▸ **Task item**
Type out the listing again, exactly, with every line included.

▸ **Data extract**
/---

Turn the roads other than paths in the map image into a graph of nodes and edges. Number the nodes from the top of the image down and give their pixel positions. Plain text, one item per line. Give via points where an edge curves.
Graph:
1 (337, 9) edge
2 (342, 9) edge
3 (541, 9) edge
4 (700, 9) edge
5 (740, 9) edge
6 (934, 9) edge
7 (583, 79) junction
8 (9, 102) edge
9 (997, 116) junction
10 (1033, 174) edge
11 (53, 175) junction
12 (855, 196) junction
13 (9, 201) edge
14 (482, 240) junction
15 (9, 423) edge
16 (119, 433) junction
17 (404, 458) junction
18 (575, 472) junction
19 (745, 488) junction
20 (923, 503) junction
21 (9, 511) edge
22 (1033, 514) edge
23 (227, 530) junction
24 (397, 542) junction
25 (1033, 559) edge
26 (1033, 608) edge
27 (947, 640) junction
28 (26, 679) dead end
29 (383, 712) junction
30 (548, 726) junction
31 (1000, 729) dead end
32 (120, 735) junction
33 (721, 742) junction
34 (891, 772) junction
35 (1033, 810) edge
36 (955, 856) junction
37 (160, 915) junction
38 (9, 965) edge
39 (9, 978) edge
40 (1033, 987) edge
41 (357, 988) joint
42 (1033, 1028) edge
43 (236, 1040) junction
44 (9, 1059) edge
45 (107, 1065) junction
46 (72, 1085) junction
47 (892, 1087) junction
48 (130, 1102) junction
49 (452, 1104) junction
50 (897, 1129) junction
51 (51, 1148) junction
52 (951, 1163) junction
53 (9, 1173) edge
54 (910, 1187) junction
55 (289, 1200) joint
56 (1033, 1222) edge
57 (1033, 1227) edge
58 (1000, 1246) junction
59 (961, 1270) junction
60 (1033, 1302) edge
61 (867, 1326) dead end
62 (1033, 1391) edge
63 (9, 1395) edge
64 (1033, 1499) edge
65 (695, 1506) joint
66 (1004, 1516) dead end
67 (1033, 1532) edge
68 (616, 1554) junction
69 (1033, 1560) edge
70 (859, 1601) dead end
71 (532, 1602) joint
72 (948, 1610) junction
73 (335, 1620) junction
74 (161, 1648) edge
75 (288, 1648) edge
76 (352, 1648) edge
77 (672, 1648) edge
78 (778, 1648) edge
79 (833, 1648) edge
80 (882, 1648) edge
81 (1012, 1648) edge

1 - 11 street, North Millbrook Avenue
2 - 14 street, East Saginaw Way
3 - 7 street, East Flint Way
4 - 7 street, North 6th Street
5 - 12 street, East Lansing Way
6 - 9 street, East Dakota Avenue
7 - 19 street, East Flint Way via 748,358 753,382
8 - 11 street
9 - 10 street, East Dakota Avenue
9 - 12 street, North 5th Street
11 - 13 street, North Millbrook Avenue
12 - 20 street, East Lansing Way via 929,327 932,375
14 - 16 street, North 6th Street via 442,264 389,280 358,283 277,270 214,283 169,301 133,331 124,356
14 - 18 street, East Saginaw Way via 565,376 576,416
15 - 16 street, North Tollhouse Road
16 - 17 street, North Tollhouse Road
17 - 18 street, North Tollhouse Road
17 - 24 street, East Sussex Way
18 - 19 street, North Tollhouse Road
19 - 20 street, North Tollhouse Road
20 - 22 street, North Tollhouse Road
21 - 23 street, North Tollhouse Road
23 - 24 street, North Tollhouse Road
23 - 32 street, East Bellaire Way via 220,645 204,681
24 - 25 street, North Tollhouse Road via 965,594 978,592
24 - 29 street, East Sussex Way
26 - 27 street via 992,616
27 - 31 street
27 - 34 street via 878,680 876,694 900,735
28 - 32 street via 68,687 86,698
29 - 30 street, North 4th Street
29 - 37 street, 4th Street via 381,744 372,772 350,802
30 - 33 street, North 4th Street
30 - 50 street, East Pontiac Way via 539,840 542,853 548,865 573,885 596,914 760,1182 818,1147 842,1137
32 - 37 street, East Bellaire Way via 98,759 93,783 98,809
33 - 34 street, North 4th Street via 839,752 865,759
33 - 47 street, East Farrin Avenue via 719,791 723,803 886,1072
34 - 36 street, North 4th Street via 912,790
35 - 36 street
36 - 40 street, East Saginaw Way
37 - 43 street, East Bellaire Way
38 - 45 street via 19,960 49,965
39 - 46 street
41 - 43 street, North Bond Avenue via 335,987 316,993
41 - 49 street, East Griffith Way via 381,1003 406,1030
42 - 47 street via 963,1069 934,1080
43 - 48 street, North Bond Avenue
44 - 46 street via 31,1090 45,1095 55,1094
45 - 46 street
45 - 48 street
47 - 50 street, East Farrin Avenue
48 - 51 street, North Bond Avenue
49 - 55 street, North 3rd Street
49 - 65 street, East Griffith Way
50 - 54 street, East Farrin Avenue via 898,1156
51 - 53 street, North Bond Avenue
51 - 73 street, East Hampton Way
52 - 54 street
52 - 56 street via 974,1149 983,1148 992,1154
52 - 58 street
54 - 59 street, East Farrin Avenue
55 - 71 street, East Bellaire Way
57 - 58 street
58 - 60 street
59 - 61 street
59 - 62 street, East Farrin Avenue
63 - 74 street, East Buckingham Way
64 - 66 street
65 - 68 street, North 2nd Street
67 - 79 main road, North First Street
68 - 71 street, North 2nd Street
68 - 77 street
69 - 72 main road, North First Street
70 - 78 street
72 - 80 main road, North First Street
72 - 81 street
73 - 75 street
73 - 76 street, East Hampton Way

\---

▸ **Exercise result**
Turn the roads other than paths in the map image into a graph of nodes and edges. Number the nodes from the top of the image down and give their pixel positions. Plain text, one item per line. Give via points where an edge curves.
Graph:
1 (337, 9) edge
2 (342, 9) edge
3 (541, 9) edge
4 (700, 9) edge
5 (740, 9) edge
6 (934, 9) edge
7 (583, 79) junction
8 (9, 102) edge
9 (997, 116) junction
10 (1033, 174) edge
11 (53, 175) junction
12 (855, 196) junction
13 (9, 201) edge
14 (482, 240) junction
15 (9, 423) edge
16 (119, 433) junction
17 (404, 458) junction
18 (575, 472) junction
19 (745, 488) junction
20 (923, 503) junction
21 (9, 511) edge
22 (1033, 514) edge
23 (227, 530) junction
24 (397, 542) junction
25 (1033, 559) edge
26 (1033, 608) edge
27 (947, 640) junction
28 (26, 679) dead end
29 (383, 712) junction
30 (548, 726) junction
31 (1000, 729) dead end
32 (120, 735) junction
33 (721, 742) junction
34 (891, 772) junction
35 (1033, 810) edge
36 (955, 856) junction
37 (160, 915) junction
38 (9, 965) edge
39 (9, 978) edge
40 (1033, 987) edge
41 (357, 988) joint
42 (1033, 1028) edge
43 (236, 1040) junction
44 (9, 1059) edge
45 (107, 1065) junction
46 (72, 1085) junction
47 (892, 1087) junction
48 (130, 1102) junction
49 (452, 1104) junction
50 (897, 1129) junction
51 (51, 1148) junction
52 (951, 1163) junction
53 (9, 1173) edge
54 (910, 1187) junction
55 (289, 1200) joint
56 (1033, 1222) edge
57 (1033, 1227) edge
58 (1000, 1246) junction
59 (961, 1270) junction
60 (1033, 1302) edge
61 (867, 1326) dead end
62 (1033, 1391) edge
63 (9, 1395) edge
64 (1033, 1499) edge
65 (695, 1506) joint
66 (1004, 1516) dead end
67 (1033, 1532) edge
68 (616, 1554) junction
69 (1033, 1560) edge
70 (859, 1601) dead end
71 (532, 1602) joint
72 (948, 1610) junction
73 (335, 1620) junction
74 (161, 1648) edge
75 (288, 1648) edge
76 (352, 1648) edge
77 (672, 1648) edge
78 (778, 1648) edge
79 (833, 1648) edge
80 (882, 1648) edge
81 (1012, 1648) edge

1 - 11 street, North Millbrook Avenue
2 - 14 street, East Saginaw Way
3 - 7 street, East Flint Way
4 - 7 street, North 6th Street
5 - 12 street, East Lansing Way
6 - 9 street, East Dakota Avenue
7 - 19 street, East Flint Way via 748,358 753,382
8 - 11 street
9 - 10 street, East Dakota Avenue
9 - 12 street, North 5th Street
11 - 13 street, North Millbrook Avenue
12 - 20 street, East Lansing Way via 929,327 932,375
14 - 16 street, North 6th Street via 442,264 389,280 358,283 277,270 214,283 169,301 133,331 124,356
14 - 18 street, East Saginaw Way via 565,376 576,416
15 - 16 street, North Tollhouse Road
16 - 17 street, North Tollhouse Road
17 - 18 street, North Tollhouse Road
17 - 24 street, East Sussex Way
18 - 19 street, North Tollhouse Road
19 - 20 street, North Tollhouse Road
20 - 22 street, North Tollhouse Road
21 - 23 street, North Tollhouse Road
23 - 24 street, North Tollhouse Road
23 - 32 street, East Bellaire Way via 220,645 204,681
24 - 25 street, North Tollhouse Road via 965,594 978,592
24 - 29 street, East Sussex Way
26 - 27 street via 992,616
27 - 31 street
27 - 34 street via 878,680 876,694 900,735
28 - 32 street via 68,687 86,698
29 - 30 street, North 4th Street
29 - 37 street, 4th Street via 381,744 372,772 350,802
30 - 33 street, North 4th Street
30 - 50 street, East Pontiac Way via 539,840 542,853 548,865 573,885 596,914 760,1182 818,1147 842,1137
32 - 37 street, East Bellaire Way via 98,759 93,783 98,809
33 - 34 street, North 4th Street via 839,752 865,759
33 - 47 street, East Farrin Avenue via 719,791 723,803 886,1072
34 - 36 street, North 4th Street via 912,790
35 - 36 street
36 - 40 street, East Saginaw Way
37 - 43 street, East Bellaire Way
38 - 45 street via 19,960 49,965
39 - 46 street
41 - 43 street, North Bond Avenue via 335,987 316,993
41 - 49 street, East Griffith Way via 381,1003 406,1030
42 - 47 street via 963,1069 934,1080
43 - 48 street, North Bond Avenue
44 - 46 street via 31,1090 45,1095 55,1094
45 - 46 street
45 - 48 street
47 - 50 street, East Farrin Avenue
48 - 51 street, North Bond Avenue
49 - 55 street, North 3rd Street
49 - 65 street, East Griffith Way
50 - 54 street, East Farrin Avenue via 898,1156
51 - 53 street, North Bond Avenue
51 - 73 street, East Hampton Way
52 - 54 street
52 - 56 street via 974,1149 983,1148 992,1154
52 - 58 street
54 - 59 street, East Farrin Avenue
55 - 71 street, East Bellaire Way
57 - 58 street
58 - 60 street
59 - 61 street
59 - 62 street, East Farrin Avenue
63 - 74 street, East Buckingham Way
64 - 66 street
65 - 68 street, North 2nd Street
67 - 79 main road, North First Street
68 - 71 street, North 2nd Street
68 - 77 street
69 - 72 main road, North First Street
70 - 78 street
72 - 80 main road, North First Street
72 - 81 street
73 - 75 street
73 - 76 street, East Hampton Way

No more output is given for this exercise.